Disclaimer: I do not own Inuyasha.

Chapter Two – One hell of a night!

"You know each other!" everyone but Inuyasha and Kagome screeched.

Inuyasha nodded rather happily while Kagome nodded in misery as she crossed her arms right under her breast, making them lift a bit higher (making Inuyasha mentally lick his lips at the sight of her rather large breasts) and turned her head away from Inuyasha; her noise in the air and her eyes closed.

"Well," Inuyasha said as he cleared his throat and averted his eyes away from her breasts to her own glaring eyes. "Little Miss Higurashi... I sure am glad I found you here in little old Tokyo."

Kagome sighed through her nose before dropping her arms and slamming the door on Inuyasha to only stomp her way to her room in a huff.

"Kagome!" Sango said as a reply to her behavior like a mother and her child's temper tantrums.

Putting a hand on his girlfriend's shoulder, Miroku shook his head and made an 'uh ah' sound with his throat.

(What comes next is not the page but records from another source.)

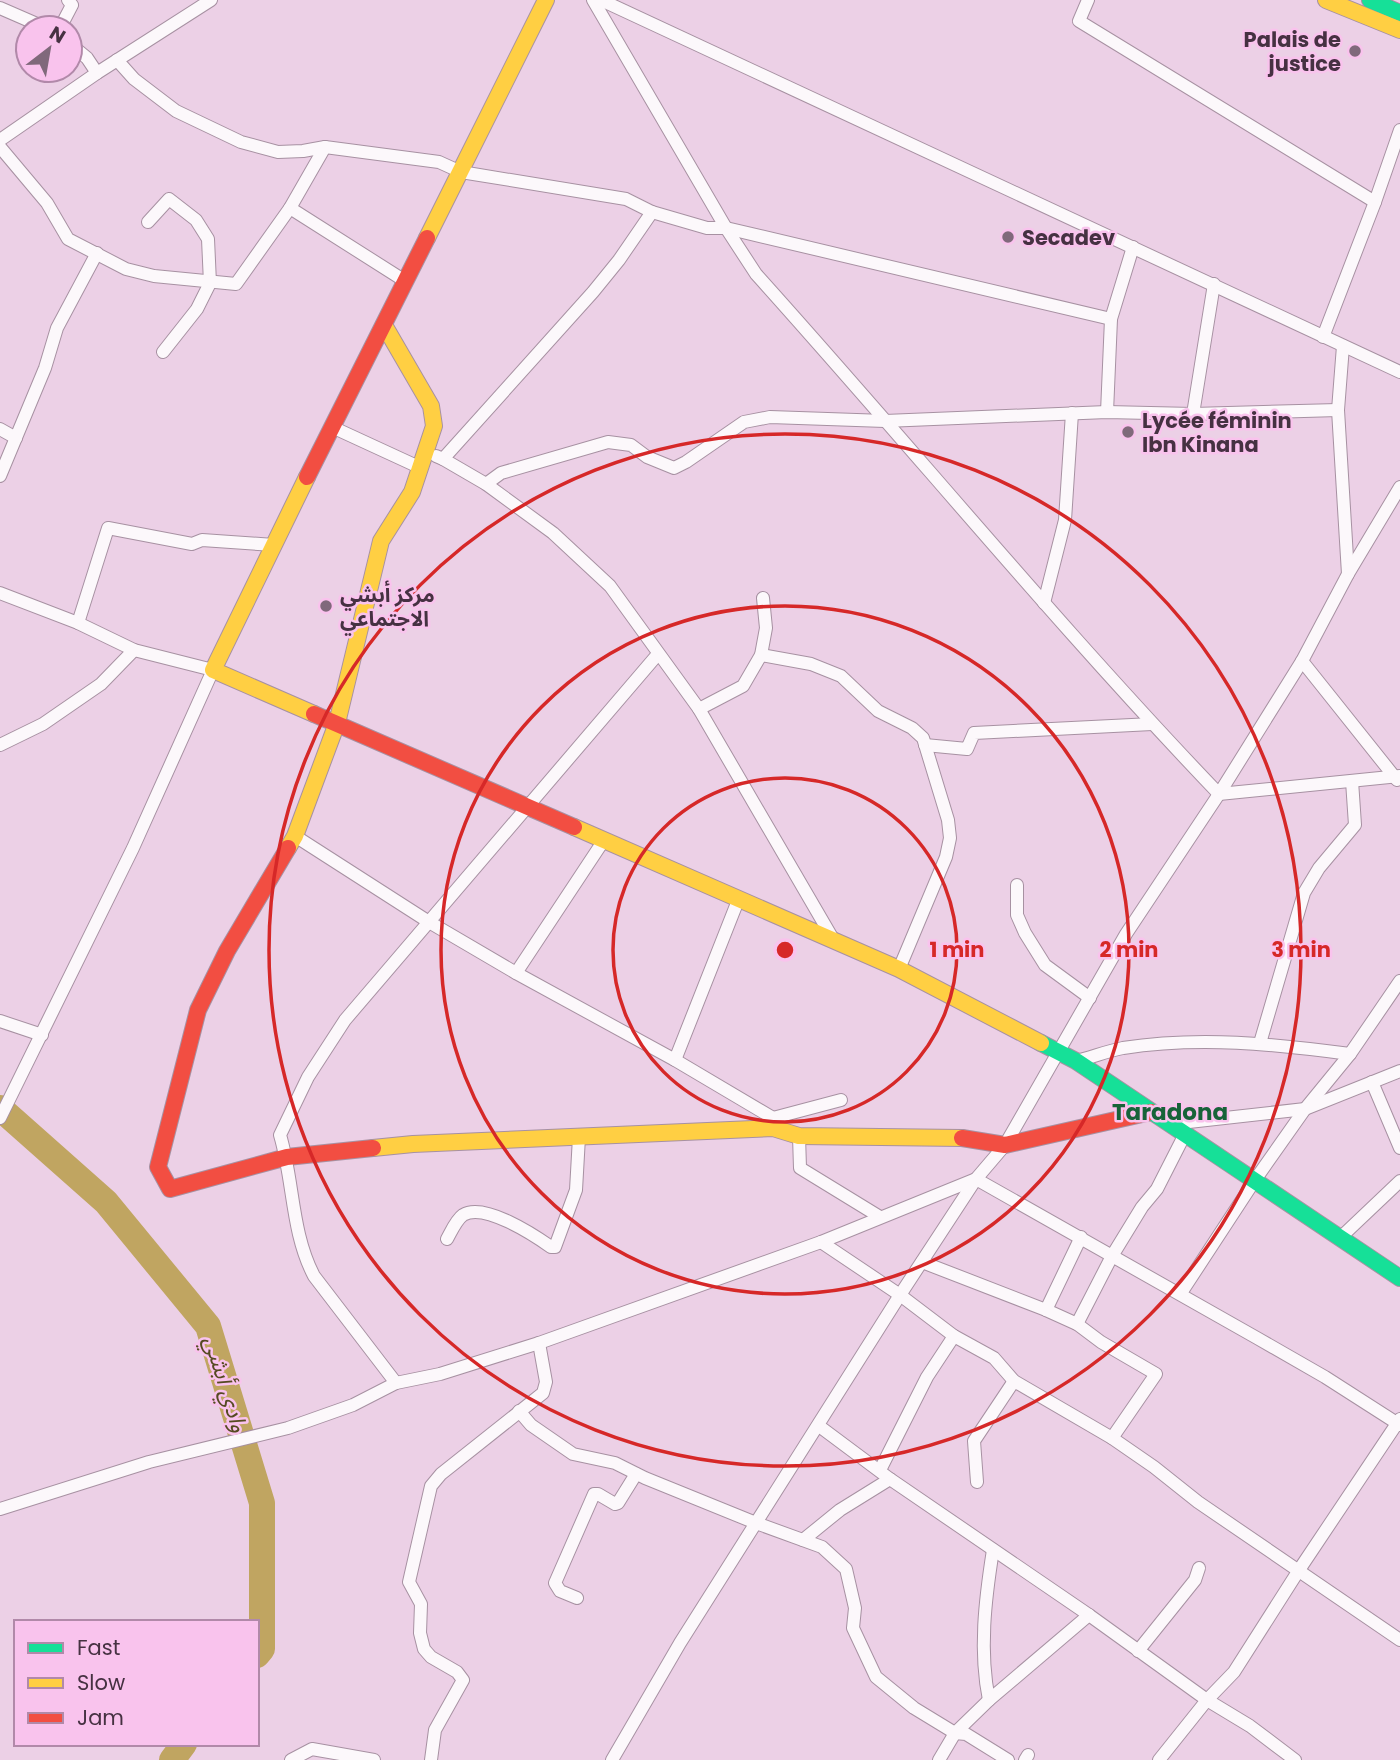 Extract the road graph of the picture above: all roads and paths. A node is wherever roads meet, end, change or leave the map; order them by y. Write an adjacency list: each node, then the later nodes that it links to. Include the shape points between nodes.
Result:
1 (211, 0): 11 (street)
2 (546, 0): 17 (main road)
3 (593, 0): 22 (street)
4 (601, 0): 23 (street)
5 (1088, 0): 18 (street, via 1079,21)
6 (1326, 0): 9 (main road)
7 (1370, 0): 8 (main road)
8 (1400, 13)
9 (1400, 30)
10 (84, 55): 12 (street)
11 (117, 60): 12 (street); 16 (street, via 176,111 241,142 278,152)
12 (97, 73): 14 (street)
13 (1400, 130): 18 (street)
14 (0, 140)
15 (0, 147): 24 (street, via 47,203 68,239)
16 (325, 147): 17 (street, via 439,162); 19 (street)
17 (461, 172): 20 (street, via 626,199); 25 (main road)
18 (1375, 202): 30 (street)
19 (290, 208): 25 (street); 26 (street, via 236,285)
20 (652, 212): 22 (street, via 713,229); 43 (street, via 593,292)
21 (148, 222): 26 (street, via 169,199 196,220 208,239)
22 (726, 228): 28 (street); 38 (street, via 756,274)
23 (1133, 247): 27 (street); 28 (street)
24 (97, 253): 26 (street, via 135,272); 41 (street, via 57,328)
25 (405, 281): 29 (main road)
26 (209, 283): 32 (street, via 197,309)
27 (1214, 284): 30 (street); 37 (street)
28 (1111, 319): 35 (street)
29 (384, 325): 39 (main road); 42 (main road, via 431,406 434,426)
30 (1323, 337): 31 (street)
31 (1343, 346): 33 (street); 34 (street)
32 (163, 352)
33 (1400, 372)
34 (1338, 410): 37 (street); 49 (street)
35 (1107, 412): 36 (street); 37 (street)
36 (1072, 413): 38 (street); 52 (street, via 1065,520)
37 (1193, 414)
38 (885, 421): 46 (street, via 771,417 744,422 674,468 631,446 608,442 501,473); 52 (street)
39 (331, 427): 44 (street); 48 (main road)
40 (0, 429): 41 (street)
41 (16, 438): 45 (street)
42 (427, 451): 43 (street); 44 (main road)
43 (443, 459): 46 (street)
44 (421, 468): 60 (main road, via 412,492 381,541)
45 (0, 476)
46 (486, 484): 55 (street, via 579,555 610,586)
47 (1400, 487): 49 (street)
48 (274, 545): 53 (street, via 202,540 192,544 108,527); 58 (main road)
49 (1348, 574): 57 (street)
50 (0, 593): 53 (street)
51 (763, 598): 56 (street, via 766,628)
52 (1044, 603): 61 (street)
53 (78, 623): 54 (street)
54 (134, 650): 58 (street); 62 (street, via 93,689 43,724)
55 (658, 654): 59 (street); 67 (street)
56 (761, 655): 59 (street, via 743,685); 63 (street, via 811,664 841,676 878,711 912,728)
57 (1302, 661): 64 (street); 66 (street)
58 (214, 670): 60 (main road); 79 (street)
59 (699, 709): 73 (street)
60 (337, 723): 67 (main road); 68 (main road)
61 (1152, 724): 63 (street, via 974,733 967,749); 66 (street)
62 (0, 745)
63 (925, 745): 74 (street, via 950,838)
64 (1398, 778): 65 (street)
65 (1352, 781): 66 (street); 80 (street, via 1355,825 1318,868 1304,893)
66 (1219, 794): 77 (street, via 1126,934)
67 (526, 807): 69 (main road); 72 (street)
68 (295, 836): 72 (street); 98 (main road, via 198,1010 158,1167 170,1189)
69 (604, 840): 71 (main road); 75 (street)
70 (1017, 885): 77 (street, via 1017,915 1045,965)
71 (739, 898): 73 (main road); 83 (street)
72 (429, 922): 75 (street); 98 (street, via 345,1020 308,1077 280,1135)
73 (833, 939): 74 (main road)
74 (899, 969): 81 (main road)
75 (516, 973): 83 (street)
76 (1400, 981): 82 (street)
77 (1090, 998): 81 (street)
78 (0, 1021): 79 (street)
79 (42, 1035): 90 (street)
80 (1260, 1043): 82 (street); 84 (street, via 1188,1041 1122,1048)
81 (1058, 1051): 84 (main road); 96 (street)
82 (1350, 1054): 88 (street)
83 (675, 1060): 91 (street)
84 (1076, 1061): 89 (main road)
85 (1400, 1071): 86 (street)
86 (1372, 1082): 88 (street); 97 (street)
87 (841, 1100): 91 (street)
88 (1305, 1109): 92 (street); 100 (street)
89 (1151, 1112): 92 (main road); 96 (main road)
90 (0, 1118)
91 (773, 1123): 94 (main road); 95 (main road)
92 (1171, 1124): 93 (main road)
93 (1185, 1134): 100 (main road); 107 (street, via 1157,1189)
94 (799, 1136): 96 (main road, via 954,1137); 102 (street, via 800,1168)
95 (579, 1138): 98 (main road, via 413,1144); 105 (street, via 576,1189 555,1247 513,1222 471,1213 460,1217)
96 (1005, 1145): 99 (street)
97 (1400, 1148)
98 (287, 1157): 117 (street, via 304,1257)
99 (976, 1179): 102 (street); 103 (street); 108 (street)
100 (1255, 1180): 104 (main road); 110 (street)
101 (1400, 1181): 104 (street)
102 (880, 1217): 106 (street)
103 (1082, 1237): 107 (street); 112 (street)
104 (1340, 1238): 109 (main road)
105 (447, 1239)
106 (821, 1242): 111 (street); 115 (street)
107 (1112, 1256): 110 (street); 113 (street)
108 (922, 1262): 111 (street); 112 (street)
109 (1400, 1278)
110 (1181, 1293): 119 (street)
111 (900, 1295): 114 (street); 120 (street)
112 (1046, 1310): 113 (street)
113 (1077, 1324): 121 (street, via 1156,1374)
114 (954, 1336): 116 (street, via 994,1358); 122 (street, via 927,1377)
115 (539, 1343): 117 (street); 118 (street, via 546,1387)
116 (1014, 1381): 121 (street); 125 (street, via 974,1441)
117 (396, 1383): 126 (street, via 353,1405 288,1428 149,1462)
118 (519, 1411): 123 (street, via 573,1454 606,1460); 143 (street, via 441,1474 431,1486 421,1523 410,1582 421,1604 424,1649 463,1680 435,1730)
119 (1399, 1422): 131 (street)
120 (819, 1426): 122 (street); 127 (street)
121 (1112, 1438): 131 (street)
122 (880, 1470): 124 (street)
123 (636, 1474): 127 (street); 132 (street, via 618,1503 594,1494 555,1583 560,1591)
124 (890, 1479): 128 (street); 129 (street)
125 (977, 1482)
126 (0, 1509)
127 (755, 1523): 128 (street); 144 (street)
128 (803, 1540): 138 (street, via 822,1547 846,1569 855,1608 853,1628 876,1677)
129 (993, 1550): 133 (street); 136 (street, via 986,1592 984,1659)
130 (1199, 1569): 135 (street)
131 (1298, 1570): 134 (street); 137 (street, via 1234,1672)
132 (577, 1598)
133 (1089, 1615): 135 (street); 136 (street)
134 (1400, 1640)
135 (1138, 1651): 137 (street)
136 (989, 1700): 138 (street)
137 (1206, 1700): 147 (street); 148 (street)
138 (955, 1733): 145 (street); 146 (street, via 966,1734)
139 (312, 1749): 140 (street); 141 (street); 142 (street)
140 (291, 1760)
141 (321, 1760)
142 (374, 1760)
143 (431, 1760)
144 (612, 1760)
145 (939, 1760)
146 (1008, 1760)
147 (1159, 1760)
148 (1296, 1760) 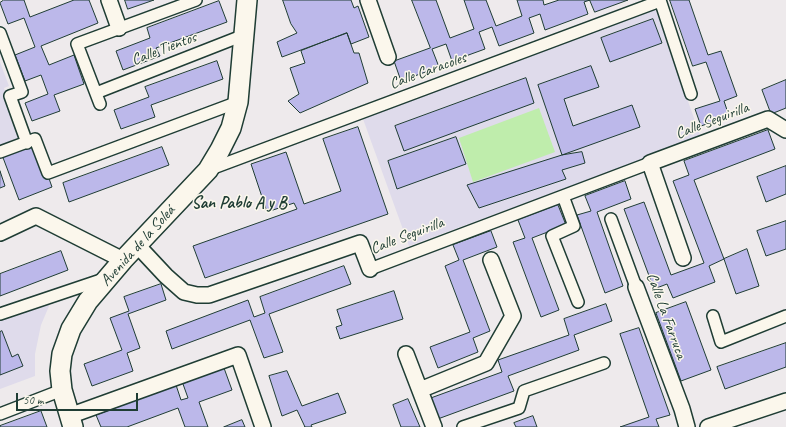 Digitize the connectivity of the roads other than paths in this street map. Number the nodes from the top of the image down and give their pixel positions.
1 (109, 0) edge
2 (196, 0) edge
3 (248, 0) edge
4 (368, 0) edge
5 (660, 1) edge
6 (119, 28) junction
7 (0, 33) edge
8 (244, 35) junction
9 (388, 57) dead end
10 (96, 93) junction
11 (691, 94) dead end
12 (238, 102) junction
13 (100, 104) dead end
14 (786, 130) edge
15 (31, 141) junction
16 (0, 152) edge
17 (650, 163) junction
18 (208, 170) junction
19 (563, 196) junction
20 (611, 218) dead end
21 (0, 233) edge
22 (137, 245) junction
23 (683, 258) dead end
24 (123, 260) junction
25 (491, 260) dead end
26 (370, 269) joint
27 (109, 277) junction
28 (636, 287) joint
29 (578, 302) dead end
30 (0, 314) edge
31 (712, 316) dead end
32 (786, 316) edge
33 (406, 354) dead end
34 (604, 363) dead end
35 (62, 390) junction
36 (420, 390) junction
37 (786, 401) edge
38 (0, 414) edge
39 (71, 421) edge
40 (738, 422) edge
41 (263, 427) edge
42 (434, 427) edge
43 (463, 427) edge
44 (687, 427) edge
45 (708, 427) edge

1 - 6 street
2 - 6 street
3 - 8 street, Avenida de la Soleá
4 - 9 street
5 - 11 street
5 - 18 street, Calle Caracoles
6 - 10 street
7 - 15 street
8 - 10 street, Calle Tientos
8 - 12 street, Avenida de la Soleá
10 - 13 street
12 - 15 street
12 - 18 street, Avenida de la Soleá
14 - 17 street, Calle Seguirilla
15 - 16 street
17 - 19 street, Calle Seguirilla
17 - 23 street
18 - 22 street, Avenida de la Soleá
19 - 26 street, Calle Seguirilla
19 - 29 street
20 - 28 street, Calle La Farruca
21 - 24 street
22 - 24 street, Avenida de la Soleá
22 - 26 street, Calle Seguirilla
24 - 27 street, Avenida de la Soleá
25 - 36 street
27 - 30 street
27 - 35 street, Avenida de la Soleá
28 - 44 street, Calle La Farruca
31 - 32 street
33 - 36 street
34 - 43 street
35 - 38 street
35 - 39 street, Avenida de la Soleá
36 - 42 street
37 - 40 street
39 - 41 street
40 - 45 street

Sango turned to him and sighed before opening the door to see the three people staring at them like a couple of kids in the spinach isle. "Well... that didn't go to well... Sesshomaru nice to see you again..."

Sesshomaru just nodded with his un expressional face and nodded at Miroku before leaving with his friend.

"Tell Litt- Kagome that I'm sorry for whatever and I would like to take her on a real date if she would let me..." Inuyasha told Sango as he sighed. "Goodbye..." Running to catch up with his ride, he bit his lip with his sharp teeth. She won't ever like me will she?

Shutting the door, Sango gave Miroku a saddened look, but before she could speak Kagome slammed her door open and stepped into the kitchen.

Growling, Sango stomped right on over to her as Kagome got a class of water. "What the hell did you do that for?"

"Well," Kagome started as she told her, her story, of how the met, after she awoke and the bar incident.

Sango sighed a walked to her room with Miroku following after he gave Kagome a disapproving look.

I need a drink... Putting on her heels, checking her make up and grabbing her car keys, Kagome left her apartment to go the bar down the street.

ZZZZZZZZZZZZZZZZZZZZZZZZZ

Inuyasha chugged down the vodka he was currently drinking. Then mess that ha happened about 30 minutes ago was horrible. He – for some awkward reason that was unknown to him – liked Kagome. Well not like, like he told himself. Kagome is unlike any other girl I have either bedded or met. For some reason the way she doesn't take my charms really bugs me and I can't help but want to win her over. Taking another sip of vodka, Inuyasha's ears swiveled towards the bar door and the smell of jasmine reached his nose, then the sight of her high heels, long, luscious legs, and her huge breasts came into view. Little Miss Higurashi...

Oh no! He's here! "Um hi..." she muttered as she sat down beside him and told the bar tender to give her a double Tequila. This was going to be a long night.

"Ka-go-me... you drink?" Inuyasha said in disbelief as he stared at her while she chugged the whole drink in one gulp.

Slamming (which she seemed to be doing a lot lately) her glass on the bar, she asked for another. "Only when things are going all to hell..." Grabbing the refilled drink she drank it slower this time but it was finished in three gulps.

"What's going to hell?"

"My love life..."

SCORE! "You know you never gave me a chance..."

She eyed him with a cocked eyebrow as her glass was refilled. "Should I? Cause I see you as the Casanova B type."

He coughed. "Casanova B type?"

"Yup," Taking a sip of her drink, Kagome smiled. "Casanova A: the Casanova that wants to fall in love with you and live happily ever after. Casanova B: the Casanova that makes you fall in love with him so he can get in your pants. Your Casanova B I presume."

The bar tender gave a chuckle as Inuyasha stared at her in disbelief. "You're kidding? Little Miss Higurashi... do you really see me that way?"

She nodded simply.

Inuyasha gaped at her, mouth agape and his brain working tenfold as she sought words to voice. "I... ah... um... you... agh... ugh... uh..." Nothing came.

Kagome giggled as she took another sip, the Tequila getting to her a bit (she had never gotten drunk in her life even when she once had 20 beers and 4 glasses of Tequila, Vodka, Wine, Whisky, Rum, and Gin; she just passed out a couple hours after) but she kept her gaze at the still gaping hanyou.

"How..." he tried to say 'What the hell' but it couldn't come out. "Why...?" Was all he could muster as both women and bartender laughed.

"You just seem that type." Kagome giggled.


Sorry: Sorry that it's short, my brain is tired and so are my eyes.